One of the works in the series features calm shades of blue painted in a solid block beneath a headline that reads, “U.S. Deaths Near 100,000, An Incalculable Loss.” “This was the day the severity of the pandemic set in,” Shibuya told the the Times in an interview shortly after. “I painted the whole cover instead as my homage to the people who suffered.” Other editions containing reports of rioting at the U.S. Capitol and news of vaccinations are painted over in red and flesh tones.

For the exhibition in Miami related to Saint Laurent’s Rive Droite concept—which embraces contemporary art and design that follows in the legacy of the brand’s limited-edition wares made with artists in ways that merge luxury and street style—Shibuya incorporated elements of the environment with a large-scale minimal structure that sits on the shorefront housing the paintings on its walls. With the temporary space, Shibuya and Vaccarello aimed to capture the transitions of light around the horizon line at dusk and dawn. The paintings are displayed in order of chronology, to emphasize Shibuya’s meticulous recording of each day through his tonal gradients.

Shibuya joins a long lineage of artists preceding him who have used the New York Times as a medium to respond to current events, ranging from Ellsworth Kelly (see his 2003 collage Ground Zero) and Lorraine O’Grady (her 1977 work Cutting Out the New York Times) to Fred Tomaselli and Rirkrit Tiravanija.
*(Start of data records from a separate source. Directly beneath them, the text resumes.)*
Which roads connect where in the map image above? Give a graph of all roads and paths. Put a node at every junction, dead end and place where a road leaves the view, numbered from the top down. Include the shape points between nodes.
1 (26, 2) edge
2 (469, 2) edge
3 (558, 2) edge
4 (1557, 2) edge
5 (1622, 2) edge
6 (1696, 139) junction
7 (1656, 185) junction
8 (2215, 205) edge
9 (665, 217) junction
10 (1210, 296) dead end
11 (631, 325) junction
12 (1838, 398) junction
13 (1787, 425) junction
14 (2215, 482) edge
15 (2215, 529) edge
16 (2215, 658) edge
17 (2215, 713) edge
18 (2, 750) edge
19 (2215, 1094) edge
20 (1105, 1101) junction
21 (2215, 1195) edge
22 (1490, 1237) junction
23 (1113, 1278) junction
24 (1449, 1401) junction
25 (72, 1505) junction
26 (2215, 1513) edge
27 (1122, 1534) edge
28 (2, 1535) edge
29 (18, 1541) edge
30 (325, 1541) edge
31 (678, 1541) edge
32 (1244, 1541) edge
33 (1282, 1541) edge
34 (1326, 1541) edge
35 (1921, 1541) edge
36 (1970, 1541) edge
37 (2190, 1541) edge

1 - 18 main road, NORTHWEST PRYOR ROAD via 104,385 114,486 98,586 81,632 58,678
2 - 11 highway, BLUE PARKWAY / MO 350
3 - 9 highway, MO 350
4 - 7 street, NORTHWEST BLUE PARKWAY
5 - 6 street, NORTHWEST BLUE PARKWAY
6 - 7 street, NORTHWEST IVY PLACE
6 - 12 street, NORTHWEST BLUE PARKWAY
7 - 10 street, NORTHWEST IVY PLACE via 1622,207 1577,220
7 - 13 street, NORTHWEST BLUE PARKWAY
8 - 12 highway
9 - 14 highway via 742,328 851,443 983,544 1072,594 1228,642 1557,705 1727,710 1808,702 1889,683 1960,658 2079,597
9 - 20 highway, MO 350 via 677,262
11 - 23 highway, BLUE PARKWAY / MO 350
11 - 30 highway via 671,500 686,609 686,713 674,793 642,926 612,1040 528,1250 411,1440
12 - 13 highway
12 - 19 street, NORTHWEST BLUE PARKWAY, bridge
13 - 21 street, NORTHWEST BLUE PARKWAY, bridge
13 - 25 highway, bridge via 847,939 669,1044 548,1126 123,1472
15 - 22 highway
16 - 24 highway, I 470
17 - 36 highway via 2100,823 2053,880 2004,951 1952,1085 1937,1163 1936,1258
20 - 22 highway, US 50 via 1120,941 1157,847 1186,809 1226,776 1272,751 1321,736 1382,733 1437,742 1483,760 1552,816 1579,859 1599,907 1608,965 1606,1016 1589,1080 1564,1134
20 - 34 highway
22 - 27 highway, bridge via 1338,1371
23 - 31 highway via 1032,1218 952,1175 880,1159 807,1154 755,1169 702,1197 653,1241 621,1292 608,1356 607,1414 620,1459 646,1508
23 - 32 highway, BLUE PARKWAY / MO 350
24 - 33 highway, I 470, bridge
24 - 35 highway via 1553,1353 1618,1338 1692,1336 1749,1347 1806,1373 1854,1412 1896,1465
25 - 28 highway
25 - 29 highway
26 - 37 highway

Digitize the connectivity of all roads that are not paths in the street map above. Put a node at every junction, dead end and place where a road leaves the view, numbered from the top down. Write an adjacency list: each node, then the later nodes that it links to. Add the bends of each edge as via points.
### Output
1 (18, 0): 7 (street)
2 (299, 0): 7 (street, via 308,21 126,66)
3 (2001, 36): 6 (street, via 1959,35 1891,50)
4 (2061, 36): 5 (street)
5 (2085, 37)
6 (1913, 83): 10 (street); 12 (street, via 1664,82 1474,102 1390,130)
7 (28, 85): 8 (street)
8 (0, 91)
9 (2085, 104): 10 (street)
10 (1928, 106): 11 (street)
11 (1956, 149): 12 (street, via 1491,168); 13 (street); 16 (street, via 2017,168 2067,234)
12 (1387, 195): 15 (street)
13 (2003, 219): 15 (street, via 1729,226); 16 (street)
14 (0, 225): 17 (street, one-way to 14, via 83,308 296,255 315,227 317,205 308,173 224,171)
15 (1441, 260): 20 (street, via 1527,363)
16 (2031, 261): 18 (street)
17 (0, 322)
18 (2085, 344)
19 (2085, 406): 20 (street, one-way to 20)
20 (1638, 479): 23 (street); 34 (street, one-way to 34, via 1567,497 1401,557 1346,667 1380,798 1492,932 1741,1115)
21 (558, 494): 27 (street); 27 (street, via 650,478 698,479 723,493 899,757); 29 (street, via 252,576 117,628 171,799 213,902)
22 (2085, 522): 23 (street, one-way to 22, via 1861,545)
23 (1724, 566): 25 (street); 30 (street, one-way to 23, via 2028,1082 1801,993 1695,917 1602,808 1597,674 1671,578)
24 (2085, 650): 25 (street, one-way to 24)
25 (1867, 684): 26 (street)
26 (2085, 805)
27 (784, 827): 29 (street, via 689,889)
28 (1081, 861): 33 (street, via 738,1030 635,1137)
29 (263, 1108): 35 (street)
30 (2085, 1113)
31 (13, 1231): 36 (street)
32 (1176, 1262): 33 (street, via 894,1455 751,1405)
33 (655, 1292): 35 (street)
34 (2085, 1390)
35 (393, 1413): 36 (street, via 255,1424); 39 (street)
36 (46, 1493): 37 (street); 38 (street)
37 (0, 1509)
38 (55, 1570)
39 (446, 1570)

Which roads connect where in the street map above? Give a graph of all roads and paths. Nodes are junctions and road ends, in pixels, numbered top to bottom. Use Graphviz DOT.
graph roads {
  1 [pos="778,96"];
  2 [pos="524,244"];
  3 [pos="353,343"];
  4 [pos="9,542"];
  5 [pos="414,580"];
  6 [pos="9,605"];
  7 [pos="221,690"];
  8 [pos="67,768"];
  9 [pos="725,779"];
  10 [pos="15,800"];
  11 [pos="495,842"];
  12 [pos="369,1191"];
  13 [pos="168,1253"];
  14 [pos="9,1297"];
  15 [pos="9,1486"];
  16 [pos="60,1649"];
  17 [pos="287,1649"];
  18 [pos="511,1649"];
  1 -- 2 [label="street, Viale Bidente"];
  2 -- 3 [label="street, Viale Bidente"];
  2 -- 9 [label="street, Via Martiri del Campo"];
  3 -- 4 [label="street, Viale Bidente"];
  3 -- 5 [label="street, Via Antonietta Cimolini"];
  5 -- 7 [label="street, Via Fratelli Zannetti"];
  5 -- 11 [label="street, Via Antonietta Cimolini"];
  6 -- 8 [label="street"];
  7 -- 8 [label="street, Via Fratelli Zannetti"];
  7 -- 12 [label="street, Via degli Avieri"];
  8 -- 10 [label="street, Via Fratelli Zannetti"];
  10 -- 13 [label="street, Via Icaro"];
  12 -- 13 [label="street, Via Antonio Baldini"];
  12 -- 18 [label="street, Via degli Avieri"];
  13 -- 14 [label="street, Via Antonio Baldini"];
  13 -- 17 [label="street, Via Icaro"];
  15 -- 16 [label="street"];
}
For Vaccarello, curating a show around images produced in the last two years—many of which have captivated public attention—marks a move to stay in tune with the pandemic zeitgiest. And it is not the first time that he, as Saint Laurent’s creative director, has looked to artist collaborations to elevate the label’s output. He recently curated a showcase of photographs by Jeanloup Sieff for the Paris Photo fair and commissioned Doug Aitken to create an installation in Venice that served as a runway stage in July.